#### [Exercise aim]
Word for word, retype the lines from the one containing "ring dip: (297, 237)" to the last line of the data below, both ends included.

(Per-instance keypoint data)
= Beginning of Section =
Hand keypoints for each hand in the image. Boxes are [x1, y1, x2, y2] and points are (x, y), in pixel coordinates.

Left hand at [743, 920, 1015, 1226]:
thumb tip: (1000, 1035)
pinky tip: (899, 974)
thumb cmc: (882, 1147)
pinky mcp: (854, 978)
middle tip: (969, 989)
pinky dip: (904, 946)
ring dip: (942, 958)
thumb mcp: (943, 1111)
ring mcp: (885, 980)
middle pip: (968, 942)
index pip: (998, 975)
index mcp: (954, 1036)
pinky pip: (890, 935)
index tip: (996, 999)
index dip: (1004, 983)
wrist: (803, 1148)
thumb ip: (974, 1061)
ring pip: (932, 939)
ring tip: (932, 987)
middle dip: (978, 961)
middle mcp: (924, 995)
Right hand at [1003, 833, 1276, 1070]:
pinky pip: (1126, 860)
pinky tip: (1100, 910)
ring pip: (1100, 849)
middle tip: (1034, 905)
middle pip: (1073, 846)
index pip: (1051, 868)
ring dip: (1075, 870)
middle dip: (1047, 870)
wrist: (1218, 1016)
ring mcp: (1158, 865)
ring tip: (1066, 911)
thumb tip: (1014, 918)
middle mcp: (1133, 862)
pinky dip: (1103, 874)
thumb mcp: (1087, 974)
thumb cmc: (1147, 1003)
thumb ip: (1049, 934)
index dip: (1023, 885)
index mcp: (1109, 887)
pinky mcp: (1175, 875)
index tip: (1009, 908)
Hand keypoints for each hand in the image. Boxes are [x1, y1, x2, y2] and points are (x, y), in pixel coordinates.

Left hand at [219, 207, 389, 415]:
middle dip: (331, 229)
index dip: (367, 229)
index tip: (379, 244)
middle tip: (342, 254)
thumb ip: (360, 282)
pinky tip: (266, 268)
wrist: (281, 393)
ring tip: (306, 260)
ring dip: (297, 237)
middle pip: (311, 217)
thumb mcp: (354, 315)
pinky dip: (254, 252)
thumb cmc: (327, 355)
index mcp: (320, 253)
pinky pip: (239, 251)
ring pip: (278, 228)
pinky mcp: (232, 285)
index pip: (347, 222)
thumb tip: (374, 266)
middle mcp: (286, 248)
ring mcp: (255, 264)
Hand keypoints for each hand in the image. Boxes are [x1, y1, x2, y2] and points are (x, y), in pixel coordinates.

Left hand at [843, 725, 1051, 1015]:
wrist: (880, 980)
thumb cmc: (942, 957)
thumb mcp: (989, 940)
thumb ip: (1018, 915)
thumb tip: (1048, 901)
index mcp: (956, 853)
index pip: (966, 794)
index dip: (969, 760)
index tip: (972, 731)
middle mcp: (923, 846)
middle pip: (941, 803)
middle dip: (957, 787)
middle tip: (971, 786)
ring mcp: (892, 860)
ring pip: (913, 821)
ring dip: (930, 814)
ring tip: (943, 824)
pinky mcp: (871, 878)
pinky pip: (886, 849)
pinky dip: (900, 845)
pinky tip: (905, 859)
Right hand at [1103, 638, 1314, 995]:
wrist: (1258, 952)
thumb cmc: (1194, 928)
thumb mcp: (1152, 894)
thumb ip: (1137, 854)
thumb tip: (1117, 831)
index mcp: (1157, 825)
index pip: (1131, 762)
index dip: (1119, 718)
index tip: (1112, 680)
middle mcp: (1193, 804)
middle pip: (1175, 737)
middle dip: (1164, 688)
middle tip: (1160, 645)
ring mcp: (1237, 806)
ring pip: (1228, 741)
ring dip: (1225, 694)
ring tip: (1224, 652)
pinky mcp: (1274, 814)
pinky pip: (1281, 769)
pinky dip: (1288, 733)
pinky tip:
= End of Section =
#### [Answer to the problem]
ring dip: (297, 237)
middle pip: (311, 217)
thumb mcp: (354, 315)
pinky dip: (254, 252)
thumb cmc: (327, 355)
index mcp: (320, 253)
pinky pip: (239, 251)
ring pip: (278, 228)
pinky mcp: (232, 285)
index pip: (347, 222)
thumb tip: (374, 266)
middle mcp: (286, 248)
ring mcp: (255, 264)
Hand keypoints for each hand in the image. Boxes are [x1, y1, x2, y2] and points are (x, y), in pixel coordinates.

Left hand at [843, 725, 1051, 1015]:
wrist: (880, 980)
thumb cmc: (942, 957)
thumb mcp: (989, 940)
thumb ip: (1018, 915)
thumb tip: (1048, 901)
index mcp: (956, 853)
index pip: (966, 794)
index dip: (969, 760)
index tip: (972, 731)
middle mcp: (923, 846)
middle pip: (941, 803)
middle dip: (957, 787)
middle tip: (971, 786)
ring mcp: (892, 860)
ring pip: (913, 821)
ring dip: (930, 814)
ring tip: (943, 824)
pinky mcp: (871, 878)
pinky pip: (886, 849)
pinky dip: (900, 845)
pinky tip: (905, 859)
Right hand at [1103, 638, 1314, 995]:
wrist: (1258, 952)
thumb cmc: (1194, 928)
thumb mcp: (1152, 894)
thumb ip: (1137, 854)
thumb tip: (1117, 831)
index mcp: (1157, 825)
index pip: (1131, 762)
index dip: (1119, 718)
index tip: (1112, 680)
middle mcp: (1193, 804)
middle pip: (1175, 737)
middle dip: (1164, 688)
middle tip: (1160, 645)
ring mcp: (1237, 806)
ring pip: (1228, 741)
ring dip: (1225, 694)
ring tip: (1224, 652)
pinky mcp: (1274, 814)
pinky pip: (1281, 769)
pinky dip: (1288, 733)
pinky tip:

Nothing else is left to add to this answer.